Saved data entries
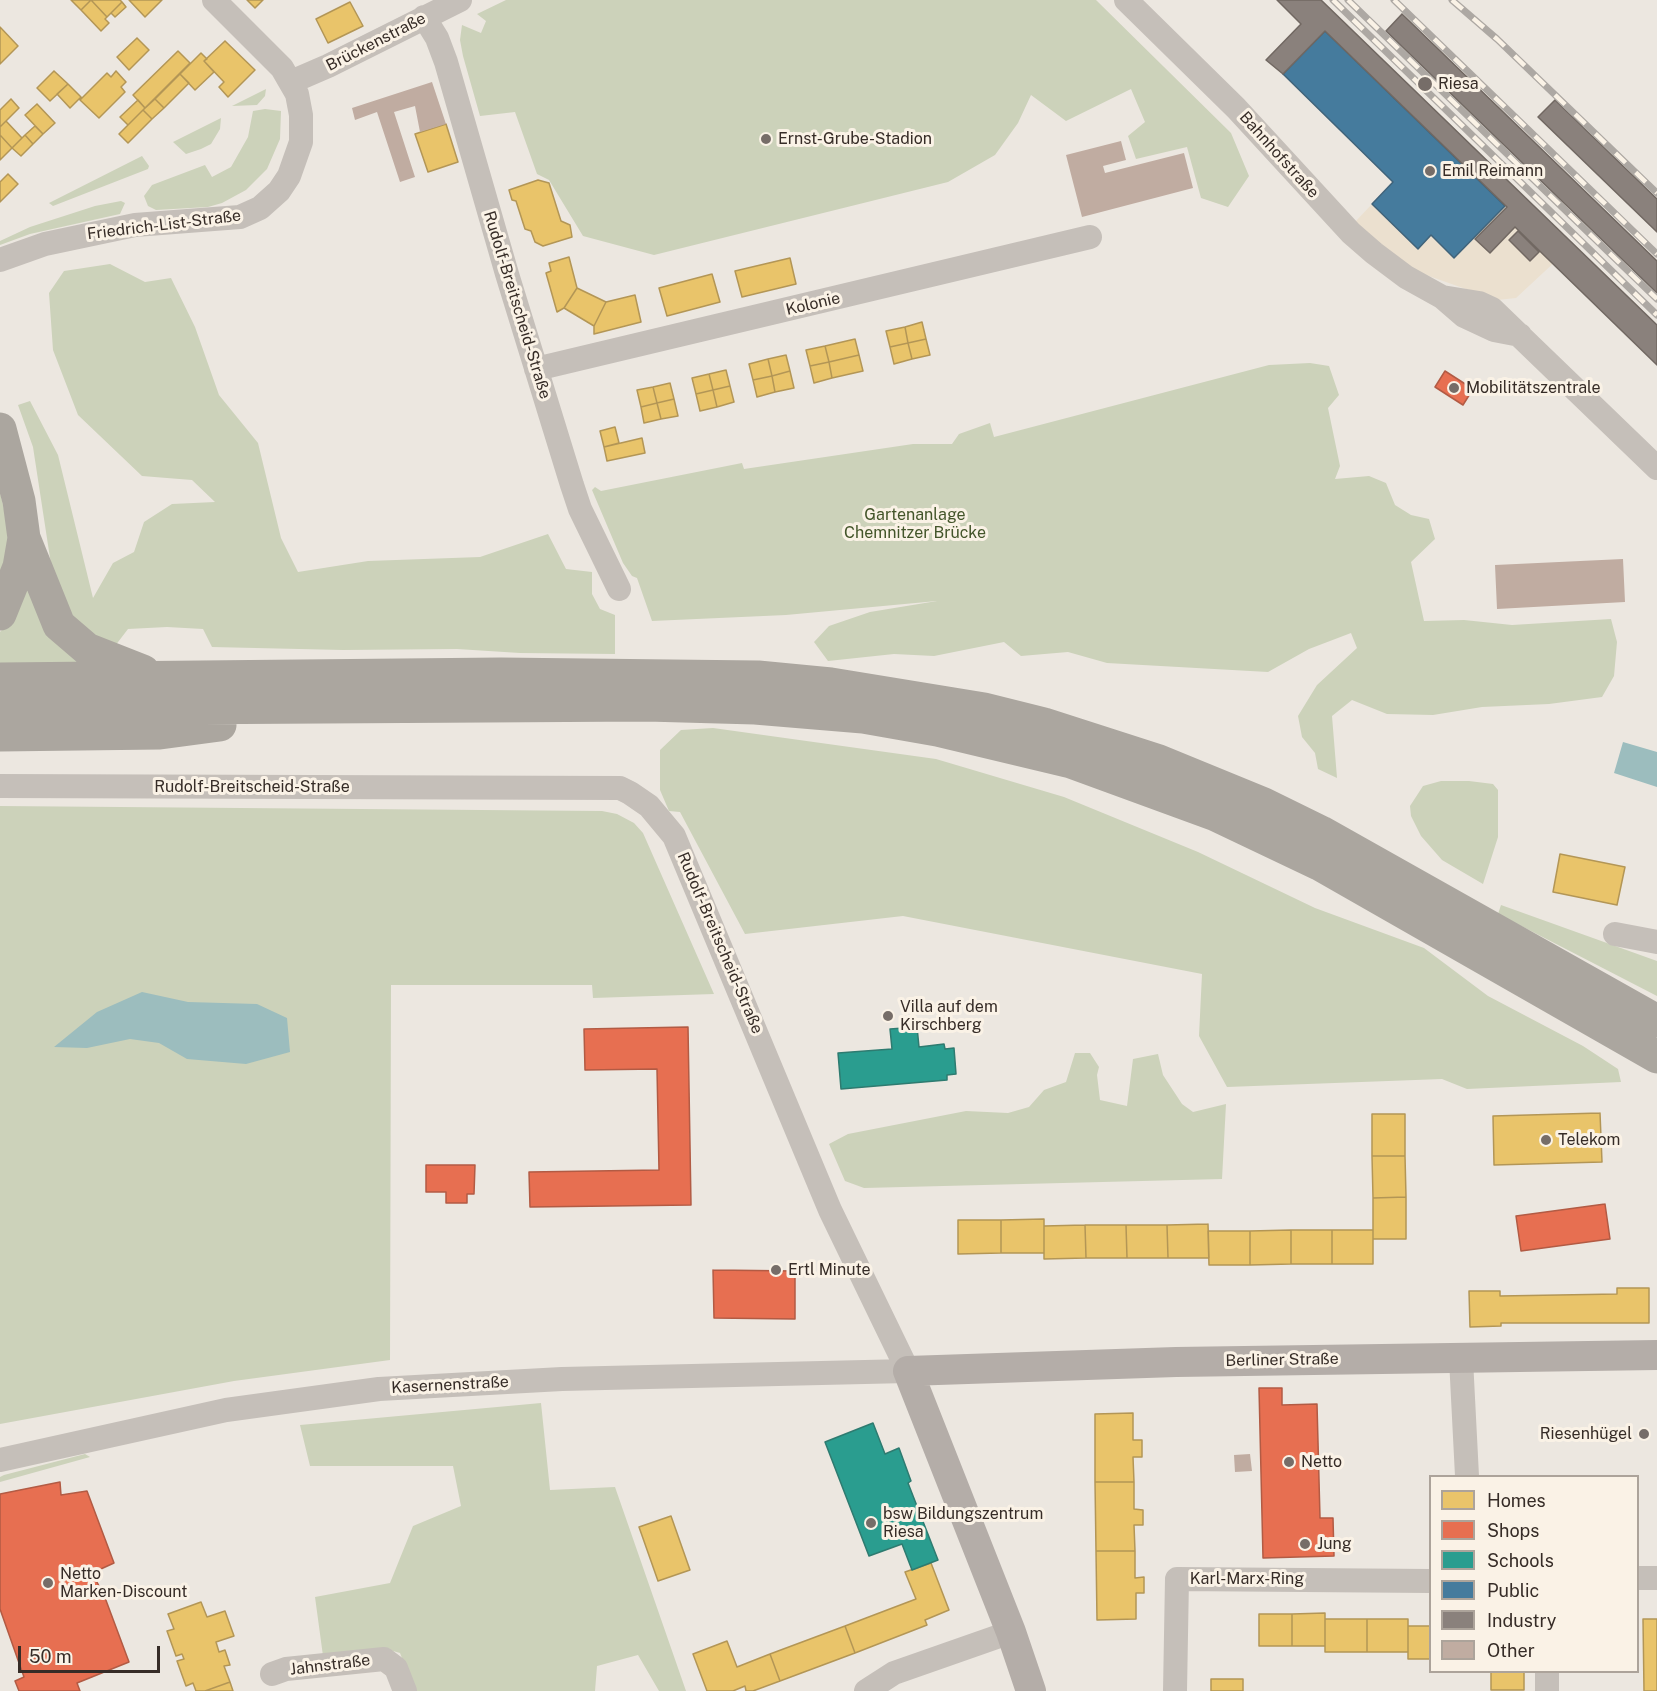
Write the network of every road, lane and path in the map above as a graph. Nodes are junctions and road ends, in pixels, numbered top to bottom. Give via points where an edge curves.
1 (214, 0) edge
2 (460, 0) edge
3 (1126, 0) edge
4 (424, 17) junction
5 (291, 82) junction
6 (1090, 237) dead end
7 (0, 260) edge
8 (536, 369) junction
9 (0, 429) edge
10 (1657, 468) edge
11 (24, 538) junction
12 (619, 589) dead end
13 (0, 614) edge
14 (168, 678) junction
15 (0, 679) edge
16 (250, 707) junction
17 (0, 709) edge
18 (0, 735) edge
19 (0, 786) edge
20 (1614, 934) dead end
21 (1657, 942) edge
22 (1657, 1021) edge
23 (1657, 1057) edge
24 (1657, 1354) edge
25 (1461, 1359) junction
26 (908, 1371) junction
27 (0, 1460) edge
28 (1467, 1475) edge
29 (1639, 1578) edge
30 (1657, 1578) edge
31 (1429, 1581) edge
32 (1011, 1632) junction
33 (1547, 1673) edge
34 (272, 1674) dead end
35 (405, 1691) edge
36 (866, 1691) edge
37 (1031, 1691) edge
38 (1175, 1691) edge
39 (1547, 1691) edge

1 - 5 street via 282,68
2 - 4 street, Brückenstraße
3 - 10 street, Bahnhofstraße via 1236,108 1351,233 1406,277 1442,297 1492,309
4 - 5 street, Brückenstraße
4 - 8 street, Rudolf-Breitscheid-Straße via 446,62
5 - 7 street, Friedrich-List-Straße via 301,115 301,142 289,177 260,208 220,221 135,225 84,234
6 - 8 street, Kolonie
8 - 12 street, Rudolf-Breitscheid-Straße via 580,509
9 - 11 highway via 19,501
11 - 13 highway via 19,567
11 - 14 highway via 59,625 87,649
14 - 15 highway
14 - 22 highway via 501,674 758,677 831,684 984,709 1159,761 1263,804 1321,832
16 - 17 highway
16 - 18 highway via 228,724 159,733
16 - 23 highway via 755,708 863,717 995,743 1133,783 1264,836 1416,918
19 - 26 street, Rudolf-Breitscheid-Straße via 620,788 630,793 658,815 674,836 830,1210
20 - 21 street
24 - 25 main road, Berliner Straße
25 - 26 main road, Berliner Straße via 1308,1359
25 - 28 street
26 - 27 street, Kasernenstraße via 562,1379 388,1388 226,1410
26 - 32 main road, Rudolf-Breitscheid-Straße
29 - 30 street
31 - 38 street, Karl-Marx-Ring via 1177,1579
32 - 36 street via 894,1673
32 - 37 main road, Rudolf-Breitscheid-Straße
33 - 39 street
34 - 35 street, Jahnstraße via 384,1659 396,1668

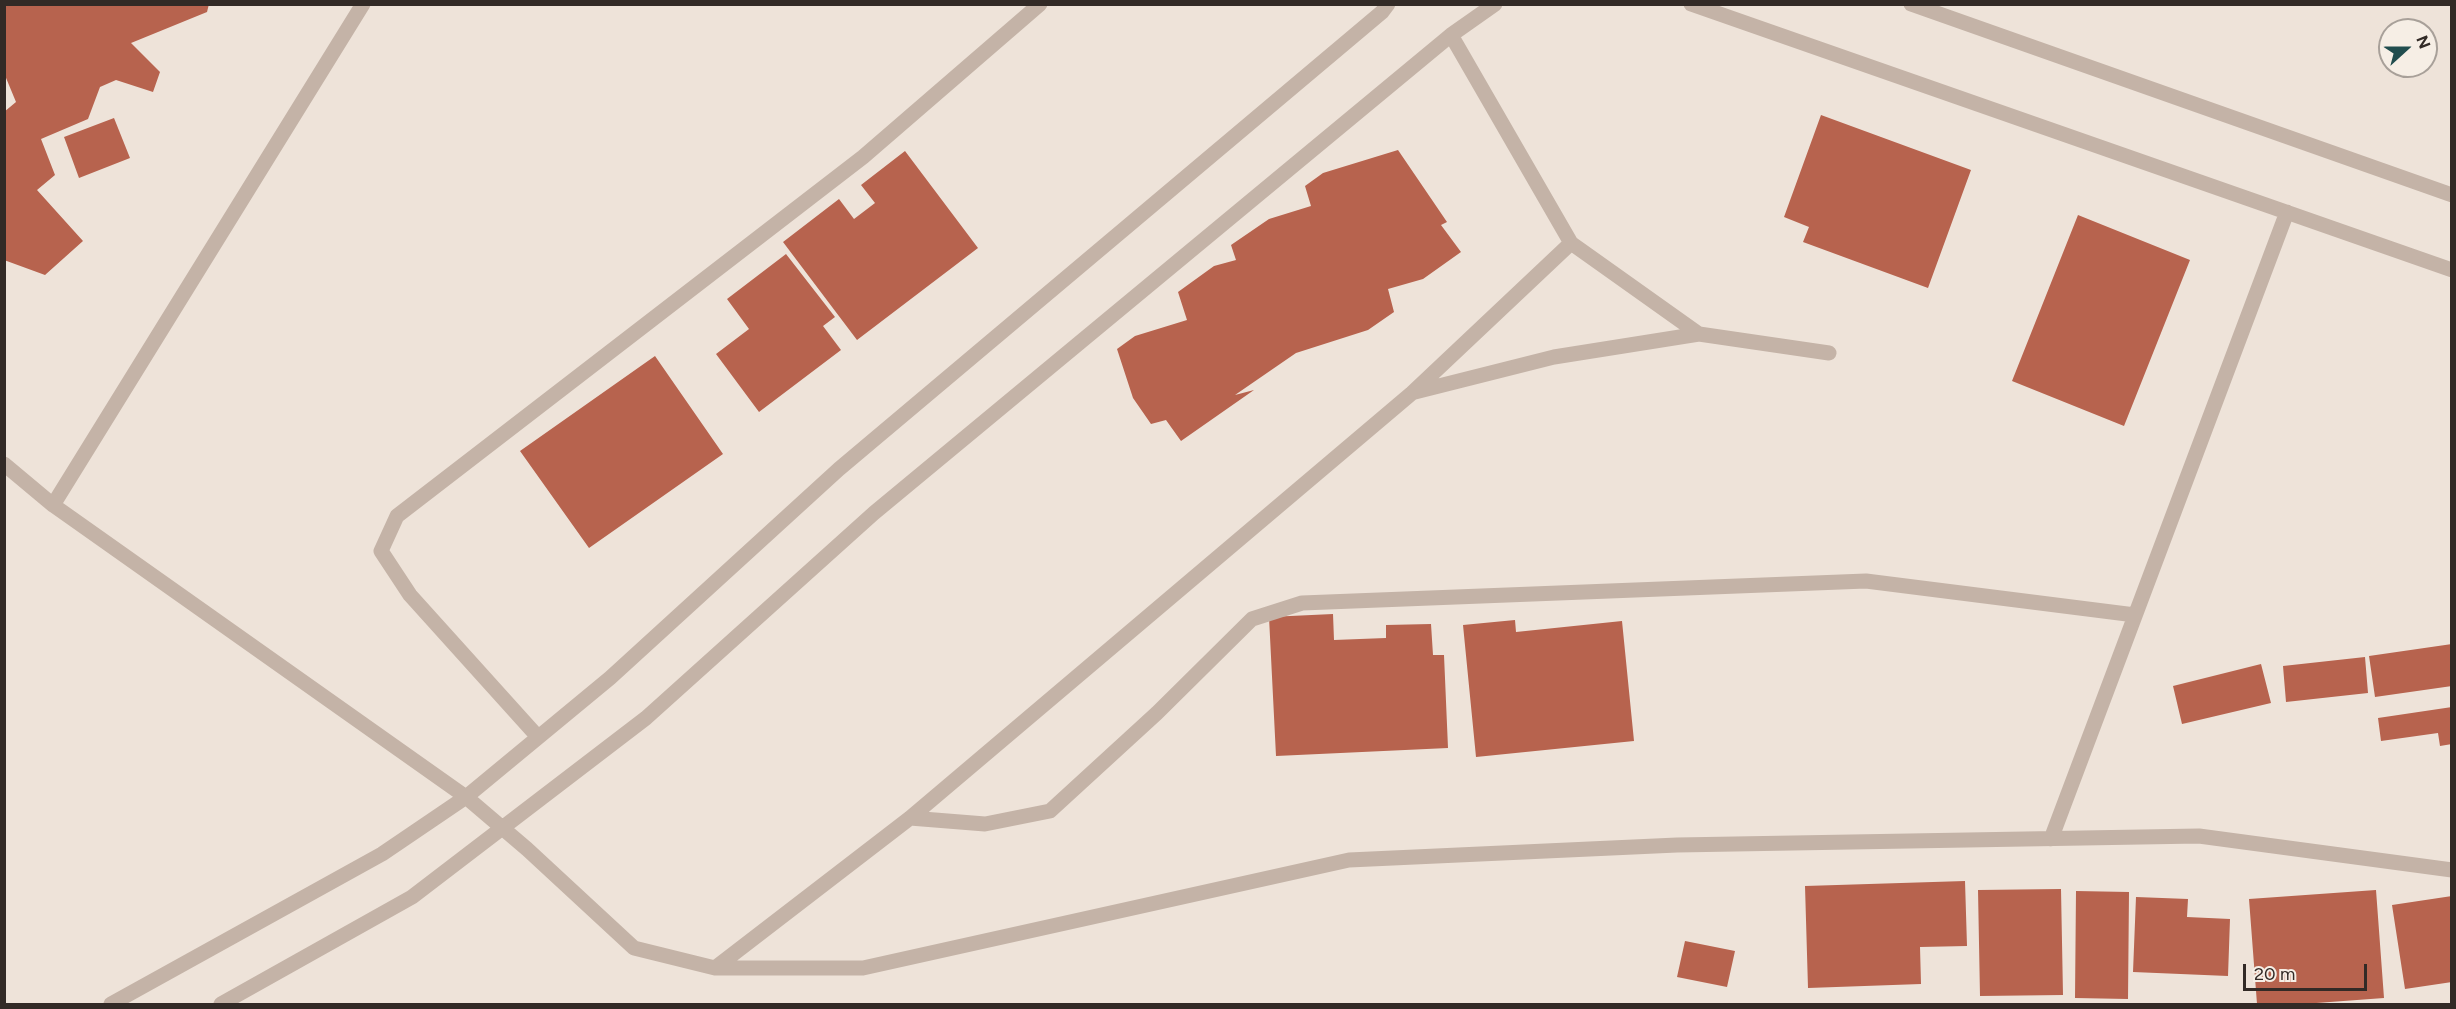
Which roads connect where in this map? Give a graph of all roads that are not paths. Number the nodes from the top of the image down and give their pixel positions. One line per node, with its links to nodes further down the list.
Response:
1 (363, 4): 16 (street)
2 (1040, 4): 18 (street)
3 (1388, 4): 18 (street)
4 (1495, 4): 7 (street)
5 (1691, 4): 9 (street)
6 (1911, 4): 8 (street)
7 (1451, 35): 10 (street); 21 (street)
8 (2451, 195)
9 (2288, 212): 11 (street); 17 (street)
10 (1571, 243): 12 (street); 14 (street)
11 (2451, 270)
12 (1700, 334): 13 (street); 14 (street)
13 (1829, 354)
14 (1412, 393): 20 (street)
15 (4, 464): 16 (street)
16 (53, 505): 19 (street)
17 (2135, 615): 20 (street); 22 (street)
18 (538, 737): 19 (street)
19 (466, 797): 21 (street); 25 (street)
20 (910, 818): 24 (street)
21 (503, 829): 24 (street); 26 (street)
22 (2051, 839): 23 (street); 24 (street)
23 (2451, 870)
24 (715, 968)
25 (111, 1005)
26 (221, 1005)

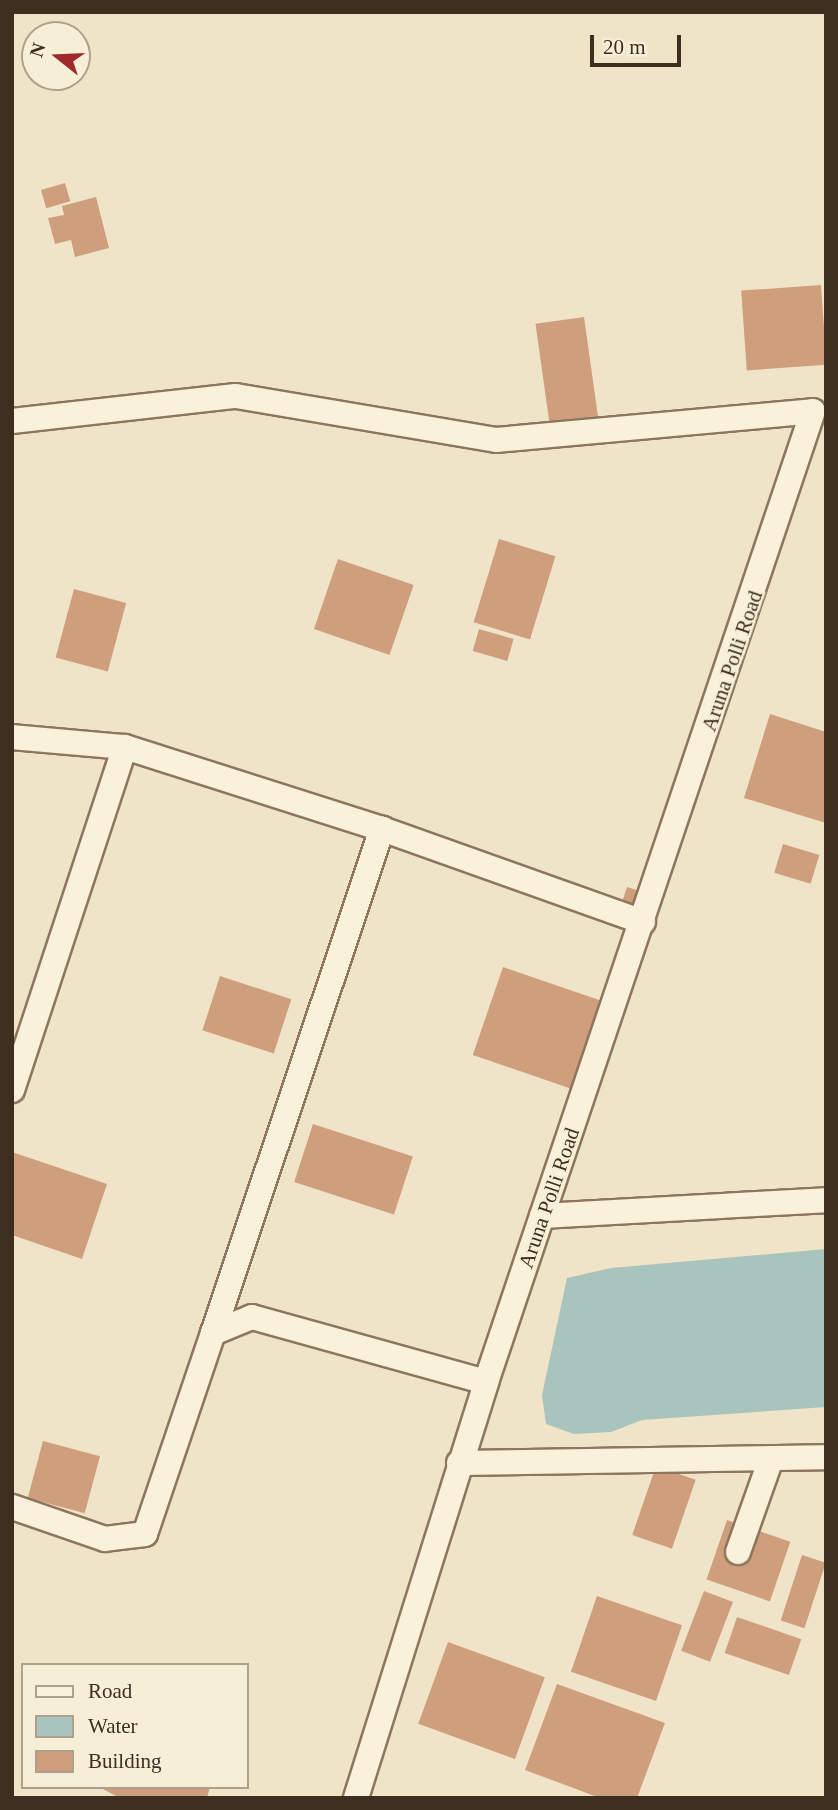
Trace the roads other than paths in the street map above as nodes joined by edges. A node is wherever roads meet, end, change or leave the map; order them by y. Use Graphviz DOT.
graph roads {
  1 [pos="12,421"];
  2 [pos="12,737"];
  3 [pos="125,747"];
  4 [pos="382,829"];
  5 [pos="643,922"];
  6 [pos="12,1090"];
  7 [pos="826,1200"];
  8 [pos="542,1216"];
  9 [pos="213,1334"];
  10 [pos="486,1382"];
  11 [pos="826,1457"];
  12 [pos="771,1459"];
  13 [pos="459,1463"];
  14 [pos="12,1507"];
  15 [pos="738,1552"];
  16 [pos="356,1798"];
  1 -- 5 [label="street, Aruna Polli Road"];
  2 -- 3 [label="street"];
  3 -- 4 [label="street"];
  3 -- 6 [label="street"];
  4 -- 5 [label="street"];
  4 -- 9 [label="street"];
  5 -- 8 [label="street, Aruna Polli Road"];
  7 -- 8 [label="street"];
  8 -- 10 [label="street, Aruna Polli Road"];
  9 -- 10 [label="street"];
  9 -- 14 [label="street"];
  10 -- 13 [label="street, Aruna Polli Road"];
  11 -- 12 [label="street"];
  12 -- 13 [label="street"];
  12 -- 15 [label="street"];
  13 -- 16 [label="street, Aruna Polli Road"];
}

» **AIM OF THE TASK**: The entries are to be transcribed word for word, without their images.

» **RESULT OF THIS EXERCISE**:
Write the network of every road, lane and path in the map above as a graph. Nodes are junctions and road ends, in pixels, numbered top to bottom. Give via points where an edge curves.
1 (214, 0) edge
2 (460, 0) edge
3 (1126, 0) edge
4 (424, 17) junction
5 (291, 82) junction
6 (1090, 237) dead end
7 (0, 260) edge
8 (536, 369) junction
9 (0, 429) edge
10 (1657, 468) edge
11 (24, 538) junction
12 (619, 589) dead end
13 (0, 614) edge
14 (168, 678) junction
15 (0, 679) edge
16 (250, 707) junction
17 (0, 709) edge
18 (0, 735) edge
19 (0, 786) edge
20 (1614, 934) dead end
21 (1657, 942) edge
22 (1657, 1021) edge
23 (1657, 1057) edge
24 (1657, 1354) edge
25 (1461, 1359) junction
26 (908, 1371) junction
27 (0, 1460) edge
28 (1467, 1475) edge
29 (1639, 1578) edge
30 (1657, 1578) edge
31 (1429, 1581) edge
32 (1011, 1632) junction
33 (1547, 1673) edge
34 (272, 1674) dead end
35 (405, 1691) edge
36 (866, 1691) edge
37 (1031, 1691) edge
38 (1175, 1691) edge
39 (1547, 1691) edge

1 - 5 street via 282,68
2 - 4 street, Brückenstraße
3 - 10 street, Bahnhofstraße via 1236,108 1351,233 1406,277 1442,297 1492,309
4 - 5 street, Brückenstraße
4 - 8 street, Rudolf-Breitscheid-Straße via 446,62
5 - 7 street, Friedrich-List-Straße via 301,115 301,142 289,177 260,208 220,221 135,225 84,234
6 - 8 street, Kolonie
8 - 12 street, Rudolf-Breitscheid-Straße via 580,509
9 - 11 highway via 19,501
11 - 13 highway via 19,567
11 - 14 highway via 59,625 87,649
14 - 15 highway
14 - 22 highway via 501,674 758,677 831,684 984,709 1159,761 1263,804 1321,832
16 - 17 highway
16 - 18 highway via 228,724 159,733
16 - 23 highway via 755,708 863,717 995,743 1133,783 1264,836 1416,918
19 - 26 street, Rudolf-Breitscheid-Straße via 620,788 630,793 658,815 674,836 830,1210
20 - 21 street
24 - 25 main road, Berliner Straße
25 - 26 main road, Berliner Straße via 1308,1359
25 - 28 street
26 - 27 street, Kasernenstraße via 562,1379 388,1388 226,1410
26 - 32 main road, Rudolf-Breitscheid-Straße
29 - 30 street
31 - 38 street, Karl-Marx-Ring via 1177,1579
32 - 36 street via 894,1673
32 - 37 main road, Rudolf-Breitscheid-Straße
33 - 39 street
34 - 35 street, Jahnstraße via 384,1659 396,1668

Which roads connect where in this map? Give a graph of all roads that are not paths. Number the nodes from the top of the image down and give their pixel positions. One line per node, with its links to nodes further down the list.
Response:
1 (363, 4): 16 (street)
2 (1040, 4): 18 (street)
3 (1388, 4): 18 (street)
4 (1495, 4): 7 (street)
5 (1691, 4): 9 (street)
6 (1911, 4): 8 (street)
7 (1451, 35): 10 (street); 21 (street)
8 (2451, 195)
9 (2288, 212): 11 (street); 17 (street)
10 (1571, 243): 12 (street); 14 (street)
11 (2451, 270)
12 (1700, 334): 13 (street); 14 (street)
13 (1829, 354)
14 (1412, 393): 20 (street)
15 (4, 464): 16 (street)
16 (53, 505): 19 (street)
17 (2135, 615): 20 (street); 22 (street)
18 (538, 737): 19 (street)
19 (466, 797): 21 (street); 25 (street)
20 (910, 818): 24 (street)
21 (503, 829): 24 (street); 26 (street)
22 (2051, 839): 23 (street); 24 (street)
23 (2451, 870)
24 (715, 968)
25 (111, 1005)
26 (221, 1005)

Trace the roads other than paths in the street map above as nodes joined by edges. A node is wherever roads meet, end, change or leave the map; order them by y. Use Graphviz DOT.
graph roads {
  1 [pos="12,421"];
  2 [pos="12,737"];
  3 [pos="125,747"];
  4 [pos="382,829"];
  5 [pos="643,922"];
  6 [pos="12,1090"];
  7 [pos="826,1200"];
  8 [pos="542,1216"];
  9 [pos="213,1334"];
  10 [pos="486,1382"];
  11 [pos="826,1457"];
  12 [pos="771,1459"];
  13 [pos="459,1463"];
  14 [pos="12,1507"];
  15 [pos="738,1552"];
  16 [pos="356,1798"];
  1 -- 5 [label="street, Aruna Polli Road"];
  2 -- 3 [label="street"];
  3 -- 4 [label="street"];
  3 -- 6 [label="street"];
  4 -- 5 [label="street"];
  4 -- 9 [label="street"];
  5 -- 8 [label="street, Aruna Polli Road"];
  7 -- 8 [label="street"];
  8 -- 10 [label="street, Aruna Polli Road"];
  9 -- 10 [label="street"];
  9 -- 14 [label="street"];
  10 -- 13 [label="street, Aruna Polli Road"];
  11 -- 12 [label="street"];
  12 -- 13 [label="street"];
  12 -- 15 [label="street"];
  13 -- 16 [label="street, Aruna Polli Road"];
}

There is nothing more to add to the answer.